Jailbreak robustness is the evaluation domain where CAI’s limits have been most directly probed:

AdvBench [32] (Zou et al. 2023, arXiv:2307.15043) provides 520 harmful behaviour strings and a corpus of adversarially-optimised suffix triggers (GCG attack) designed to elicit harmful completions from safety-trained models. It became the default jailbreak benchmark after universal adversarial attacks were demonstrated to transfer across models. CAI training alone does not prevent GCG-style attacks from succeeding; Constitutional Classifiers blocked 95%+ of AdvBench-class automated attacks [13].
StrongREJECT [33] (Souly et al. 2024, arXiv:2402.10260) addresses a measurement flaw: binary attack-success-rate (ASR) is inflated by unhelpful-but-not-refusing responses (a confused response counts as a ‘refusal win’). StrongREJECT scores both the presence of harmful content and response quality, giving a calibrated ASR that rewards genuine refusals over confused non-responses. It is the recommended substitute for binary ASR in current safety-eval practice.
JailbreakBench [34] (Chao et al. 2024, arXiv:2404.01318) provides a standardised library of jailbreaks, a Python evaluation harness, and a live leaderboard tracking both attack and defence performance. It enables reproducible cross-model comparisons absent from single-paper reports. Constitutional Classifiers were evaluated on JailbreakBench-adjacent attack classes.
Anthropic’s Constitutional Classifiers bug-bounty programme is not a replicable external benchmark but is the most ecologically valid jailbreak evaluation Anthropic has published: 183 participants, 3,000+ adversarial-red-teaming hours, $15,000 in prizes, zero universal jailbreaks found during the bounty period. Post-publication, four jailbreaks were identified in a public demo, one of which Anthropic classified as a true universal jailbreak [13].

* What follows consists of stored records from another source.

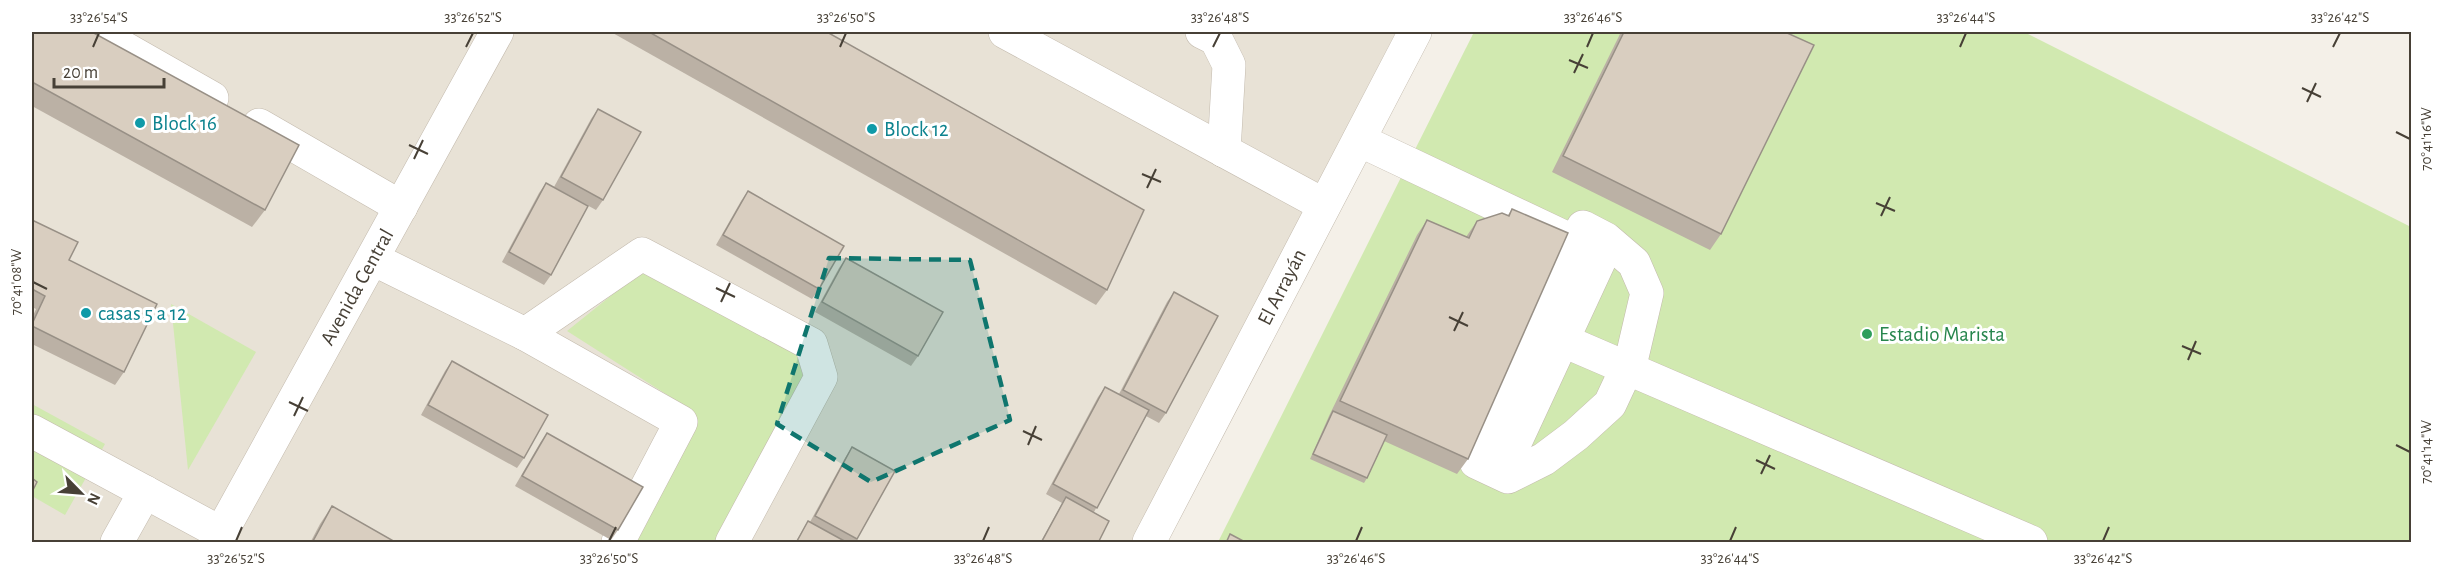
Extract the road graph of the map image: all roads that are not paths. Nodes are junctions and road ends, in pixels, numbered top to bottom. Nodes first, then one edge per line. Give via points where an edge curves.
1 (96, 32) edge
2 (497, 32) edge
3 (1005, 32) edge
4 (1203, 32) edge
5 (1416, 32) edge
6 (1359, 140) junction
7 (1224, 151) junction
8 (1324, 205) junction
9 (401, 207) junction
10 (1576, 243) junction
11 (373, 259) junction
12 (525, 334) junction
13 (1564, 341) junction
14 (1626, 368) junction
15 (32, 431) edge
16 (1501, 473) junction
17 (145, 492) junction
18 (219, 538) edge
19 (117, 543) edge
20 (618, 543) edge
21 (732, 543) edge
22 (1149, 543) edge
23 (2031, 543) edge

1 - 9 street
2 - 9 street, Avenida Central
3 - 7 street
4 - 7 street via 1216,39 1229,65
5 - 6 street, El Arrayán
6 - 8 street, El Arrayán
6 - 10 street
7 - 8 street
8 - 22 street, El Arrayán
9 - 11 street, Avenida Central
10 - 13 street via 1602,255
10 - 14 street via 1582,227 1606,239 1634,263 1647,293
10 - 16 street via 1476,462
11 - 12 street
11 - 18 street, Avenida Central
12 - 20 street via 681,422
12 - 21 street via 642,254 811,344 821,377
13 - 14 street
13 - 16 street
14 - 16 street via 1610,404 1576,435 1535,464 1508,477
14 - 23 street
15 - 17 street
17 - 18 street
17 - 19 street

Honesty / sycophancy benchmarks

SycophancyEval [10] tests whether a model agrees with stated wrong beliefs, defends its position under pushback, and adjusts answers when given false user-preference signals. Sharma et al. found that Claude and other CAI-trained models exhibit sycophancy across all nine domains tested (history, math, NLP task accuracy, etc.) — a failure mode traceable to the RLAIF labeller, not just to human-feedback labellers. This is the empirical result that motivates anti-sycophancy principle inclusions in Anthropic’s constitution.
TruthfulQA — adversarial questions targeting common misconceptions and false beliefs; tests whether the model propagates popular but wrong answers. Used as a standard honesty measure in preference-learning research; not directly reported in primary CAI papers but expected to improve over RLHF baselines that lack explicit honesty principles.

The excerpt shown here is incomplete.